# Microsoft Office Application Help - Excel Help forum > Excel Programming / VBA / Macros >  >  Vlookup in VBA?

## skuzapo

Hi,

Is there an equivalent function in VBA to find something in a list based on input in a form?

Thanks for your help....

----------


## duane

you could use the find command to find the row in a given range and then refer to that location

for example

define tender from your form

Set rng = Range(a1:a100).Find(tender)
If rng Is Nothing Then GoTo some error default if no match
XXX=cells(rng.Row.1)

----------


## skuzapo

Hi - thanks for the suggestion - I'll try that out!

Cheers

----------


## skuzapo

Hi again,
I've tried the code below which causes an error on the FileName line... The message is "subscript out of range". 

Any suggestions?



Private Sub txtItem1_AfterUpdate()

Dim Item As Integer
Dim FileName As String
Dim MyRange As String

FileName = "k:\downloaded std costs\itemlist.xls"
MyRange = "b1:b9999"

Item = txtItem1.Value
Set Rng = Worksheets(FileName).Range(MyRange).Find(Item)

If Item <> "" Then
    txtItem2.Visible = True
Else
    txtItem2.Visible = False
End If

End Sub

----------


## JMB

If the list is stored in a worksheet range or an array variable, you should
be able to use VLOOKUP in vba by

x=Application.VLookup(arg1, arg2, arg3, arg4)


"skuzapo" wrote:

>
> Hi,
>
> Is there an equivalent function in VBA to find something in a list
> based on input in a form?
>
> Thanks for your help....
>
>
> --
> skuzapo
> ------------------------------------------------------------------------
> skuzapo's Profile: http://www.excelforum.com/member.php...o&userid=27430
> View this thread: http://www.excelforum.com/showthread...hreadid=470110
>
>

----------


## skuzapo

Hi JMB - thanks for that,

So if the data is in a worksheet and there are over 10000 lines to test I need to use a range.

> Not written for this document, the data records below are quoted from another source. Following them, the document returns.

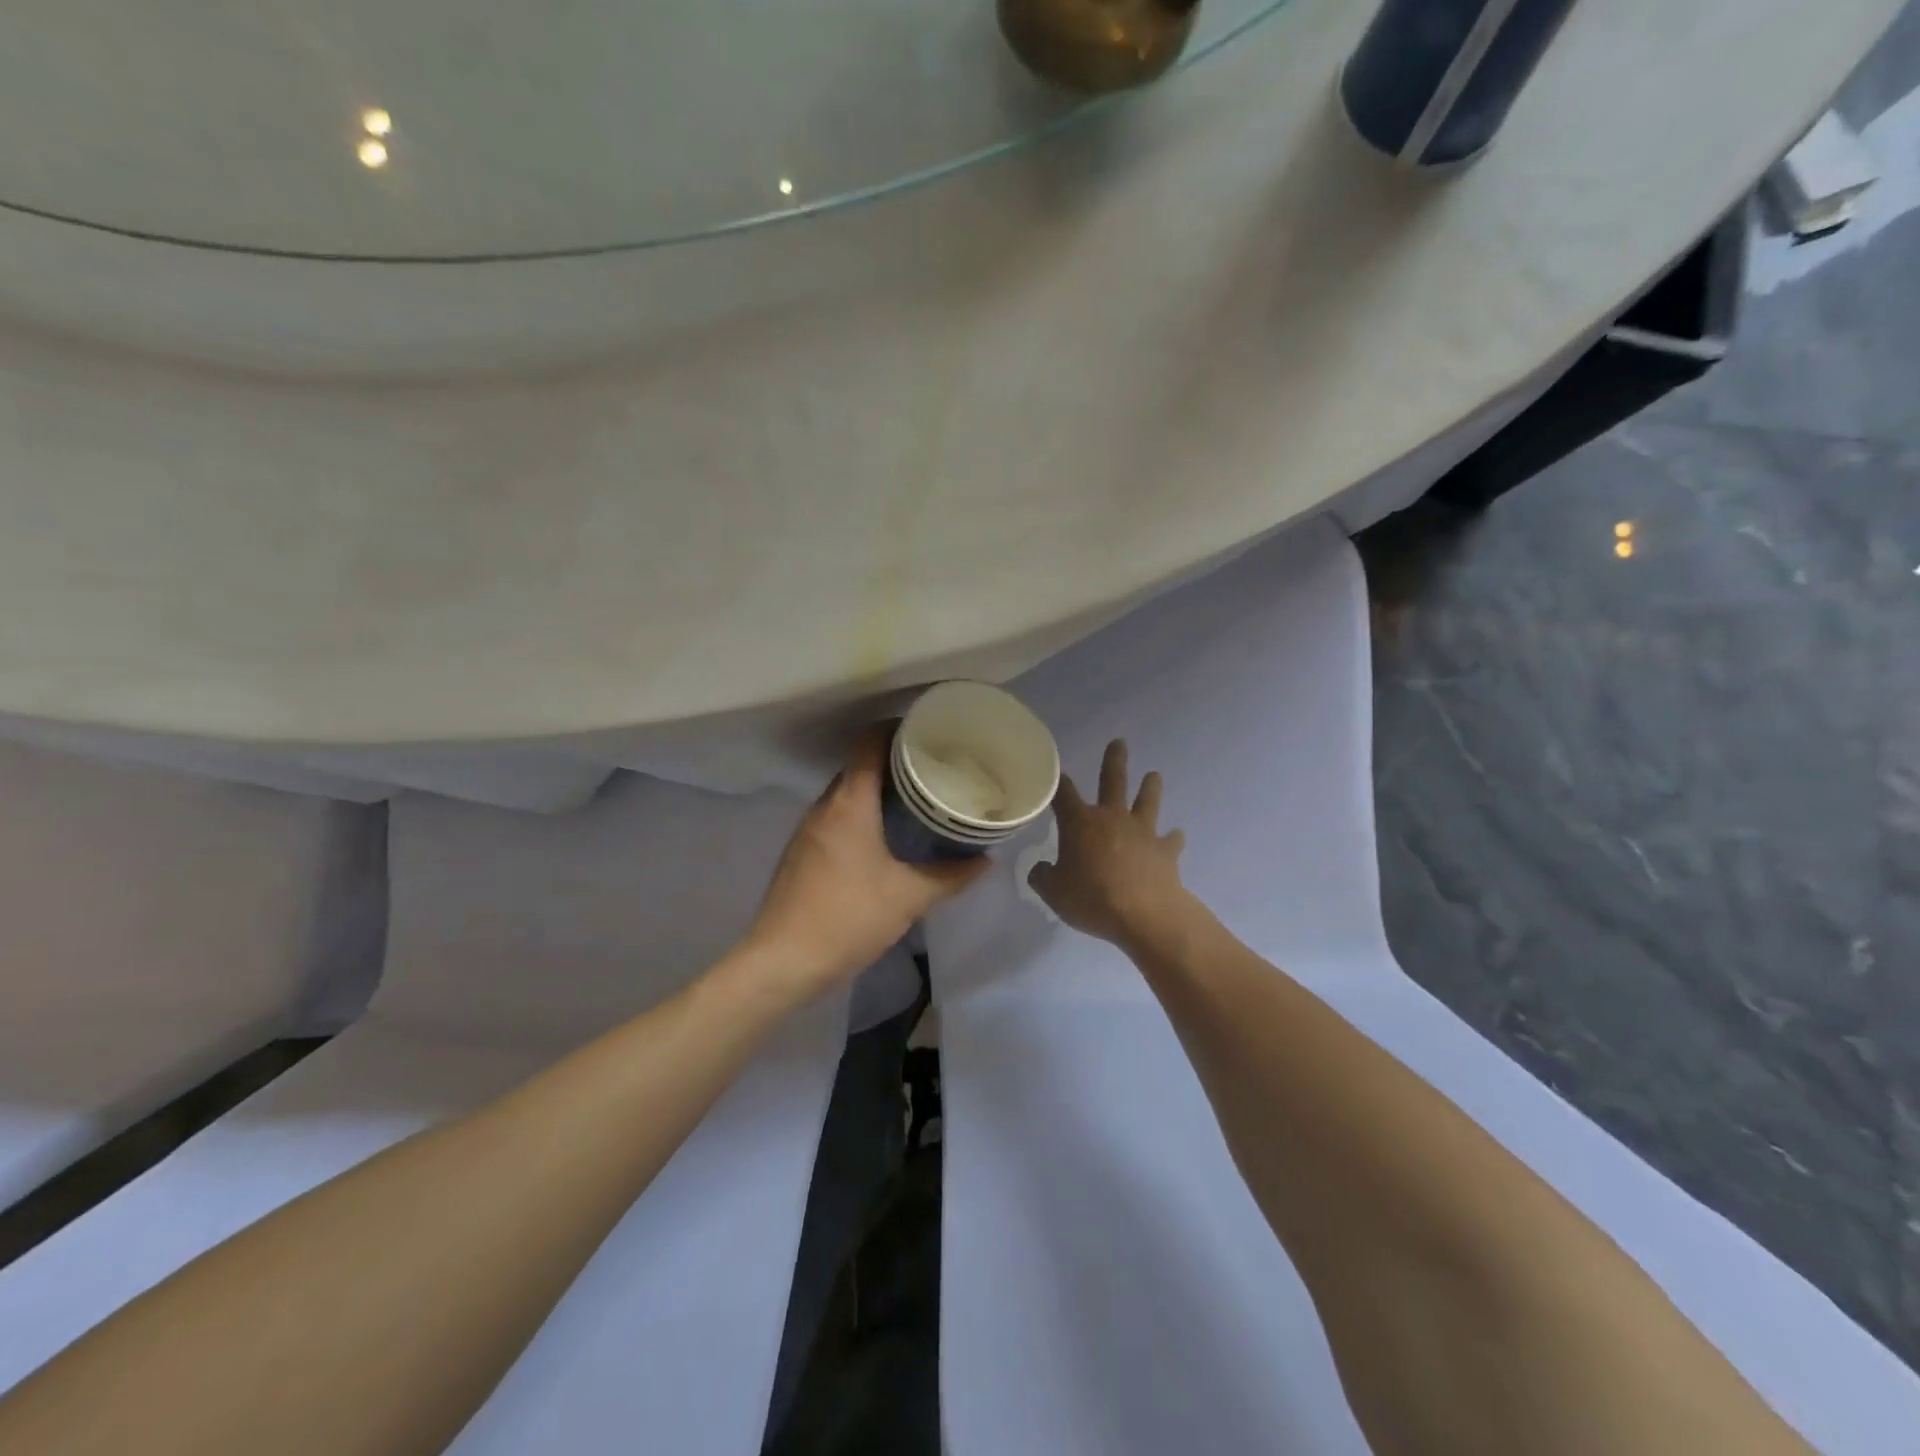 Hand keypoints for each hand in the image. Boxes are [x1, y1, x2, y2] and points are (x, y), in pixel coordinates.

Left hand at [747, 725, 989, 995]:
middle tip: (933, 770)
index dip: (897, 729)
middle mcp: (824, 806)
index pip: (869, 742)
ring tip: (915, 801)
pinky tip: (884, 838)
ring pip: (846, 793)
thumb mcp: (908, 898)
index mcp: (849, 803)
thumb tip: (984, 861)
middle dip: (895, 762)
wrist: (782, 961)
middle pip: (859, 765)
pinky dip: (861, 815)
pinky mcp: (801, 852)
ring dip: (877, 791)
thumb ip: (950, 876)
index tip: (928, 733)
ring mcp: (808, 829)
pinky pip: (836, 817)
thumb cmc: (848, 918)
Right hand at [1029, 739, 1190, 949]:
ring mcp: (1142, 832)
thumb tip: (1041, 869)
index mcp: (1080, 823)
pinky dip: (1173, 838)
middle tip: (1119, 742)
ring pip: (1147, 801)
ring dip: (1150, 787)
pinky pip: (1171, 840)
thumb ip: (1043, 877)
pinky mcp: (1166, 851)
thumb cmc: (1092, 899)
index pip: (1064, 794)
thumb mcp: (1054, 893)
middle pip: (1112, 781)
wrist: (1144, 915)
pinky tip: (1177, 836)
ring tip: (1154, 775)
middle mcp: (1112, 818)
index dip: (1058, 782)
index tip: (1055, 772)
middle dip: (1114, 760)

How do I do that? Do I need to include the variable at the end which in this case is called "Item"?

x=Application.VLookup(worksheets("itemlist").range("b1:b10000"),Item)

----------


## Rowan

You have set the FileName variable to be the name and path of a file but
are then using it in a sheet name:
> Set Rng = Worksheets(FileName).Range(MyRange).Find(Item)

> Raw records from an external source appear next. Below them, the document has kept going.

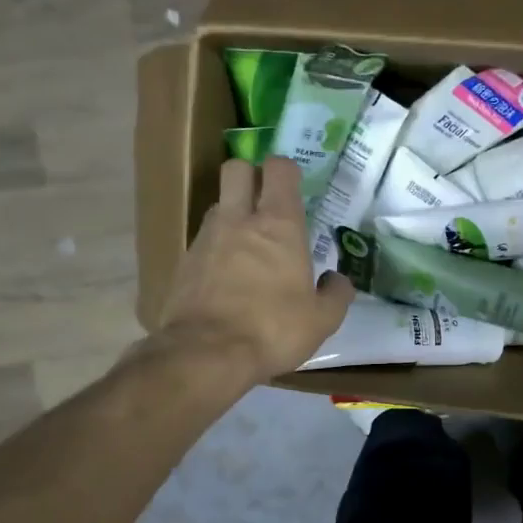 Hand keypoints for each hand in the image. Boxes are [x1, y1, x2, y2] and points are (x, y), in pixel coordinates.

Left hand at [153, 157, 353, 383]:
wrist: (206, 353)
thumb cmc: (273, 330)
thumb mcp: (322, 320)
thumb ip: (336, 294)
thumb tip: (337, 280)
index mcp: (279, 225)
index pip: (279, 169)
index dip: (287, 170)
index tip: (296, 186)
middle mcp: (239, 220)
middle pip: (237, 168)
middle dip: (251, 174)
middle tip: (266, 201)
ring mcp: (206, 238)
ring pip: (218, 203)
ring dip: (233, 212)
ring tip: (248, 243)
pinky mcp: (184, 262)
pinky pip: (203, 239)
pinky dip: (216, 246)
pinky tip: (226, 275) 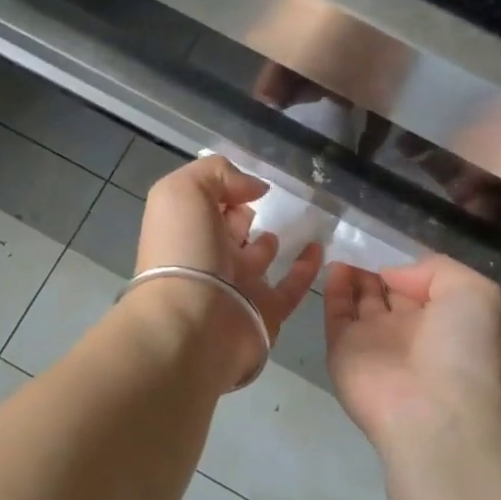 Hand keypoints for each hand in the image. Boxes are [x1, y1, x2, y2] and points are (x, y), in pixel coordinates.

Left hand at [134, 155, 322, 387]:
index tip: (247, 182)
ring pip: (259, 258)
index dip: (223, 188)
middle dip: (244, 213)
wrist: (193, 325)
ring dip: (271, 241)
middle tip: (270, 200)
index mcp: (186, 228)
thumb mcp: (183, 192)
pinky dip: (306, 268)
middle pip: (229, 229)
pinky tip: (319, 248)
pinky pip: (291, 285)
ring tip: (297, 221)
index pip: (206, 202)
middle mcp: (208, 255)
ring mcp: (238, 285)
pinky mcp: (267, 310)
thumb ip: (217, 174)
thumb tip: (255, 187)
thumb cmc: (182, 251)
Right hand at [324, 255, 500, 456]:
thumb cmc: (465, 350)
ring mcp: (375, 341)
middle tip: (361, 237)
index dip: (409, 264)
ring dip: (353, 274)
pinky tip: (334, 263)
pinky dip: (333, 288)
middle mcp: (410, 330)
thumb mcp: (476, 293)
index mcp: (446, 318)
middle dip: (378, 267)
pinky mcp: (342, 350)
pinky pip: (336, 313)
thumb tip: (394, 274)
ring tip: (345, 244)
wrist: (435, 412)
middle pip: (389, 291)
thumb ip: (437, 269)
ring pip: (361, 300)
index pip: (423, 284)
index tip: (393, 238)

You need a variable called SheetName = to the name of your sheet eg:
> Dim ShtName as string
> ShtName = "Sheet1"
> Set Rng = Worksheets(ShtName).Range(MyRange).Find(Item)

Or you can use a sheet object eg:
> Dim mySht as worksheet
> Set mySht = sheets("Sheet1")
> Set Rng = mySht.Range(MyRange).Find(Item)

Hope this helps
Rowan

skuzapo wrote:
> Hi again,
> I've tried the code below which causes an error on the FileName line...
> The message is "subscript out of range".
>
> Any suggestions?
>
>
>
> Private Sub txtItem1_AfterUpdate()
>
> Dim Item As Integer
> Dim FileName As String
> Dim MyRange As String
>
> FileName = "k:\downloaded std costs\itemlist.xls"
> MyRange = "b1:b9999"
>
> Item = txtItem1.Value
> Set Rng = Worksheets(FileName).Range(MyRange).Find(Item)
>
> If Item <> "" Then
> txtItem2.Visible = True
> Else
> txtItem2.Visible = False
> End If
>
> End Sub
>
>

----------


## Dave Peterson

Is that list a single column or single row?

dim res as variant
dim myList as variant
mylist = array("abc","def","ghi")
res = application.match(me.textbox1.value,mylist,0)

if iserror(res) then
msgbox "not found"
else
msgbox "found at pos: " & res
end if



skuzapo wrote:
>
> Hi,
>
> Is there an equivalent function in VBA to find something in a list
> based on input in a form?
>
> Thanks for your help....
>
> --
> skuzapo
> ------------------------------------------------------------------------
> skuzapo's Profile: http://www.excelforum.com/member.php...o&userid=27430
> View this thread: http://www.excelforum.com/showthread...hreadid=470110

--

Dave Peterson

----------


## Dave Peterson

It's just like the =vlookup() formula in a cell:

=vlookup(a1,itemlist!b:b,1,false)

(although, if you're just checking for a match, =match() seems more fitting.)
=match(a1,itemlist!b1:b1000,0)

In code:

dim res as variant
res = application.match(myItem,worksheets("itemlist").range("b:b"),0)

if iserror(res) then
msgbox "not found"
else
msgbox "found at pos: " & res
end if

(Any reason not to use the whole column?)

skuzapo wrote:
>
> Hi JMB - thanks for that,
>
> So if the data is in a worksheet and there are over 10000 lines to test
> I need to use a range.
>
> How do I do that? Do I need to include the variable at the end which in
> this case is called "Item"?
>
> x=Application.VLookup(worksheets("itemlist").range("b1:b10000"),Item)
>
> --
> skuzapo
> ------------------------------------------------------------------------
> skuzapo's Profile: http://www.excelforum.com/member.php...o&userid=27430
> View this thread: http://www.excelforum.com/showthread...hreadid=470110

--

Dave Peterson

----------


## samcheung

I have a column of dates (column A) and the column B is the quantity (number ) respect to the dates. Now, I need to sum the total for each month. I would like to use the 'match' to find the location of last cell for each month so that I can use 'sum' to sum from the begining to the end of each month.
However, I found nothing using the following codes:
Dim res As Variant
res = Application.Match(CDate(1 / 8 / 2008), Worksheets("Year").Range("a1:a30"), 0)
If IsError(res) Then
MsgBox "not found"
Else
MsgBox "found at pos: " & res
End If

Can anyone tell me where the problem is or tell me the smarter way to accomplish the task? thanks

----------


## samcheung

One more thing. When I am not using VBA, in the other words, I type this in a cell:

=match(date(2008,2,2), A1:A10)

the result comes out! but

compile error:
expected ) 

is shown with 2008 highlighted when I run the program.

----------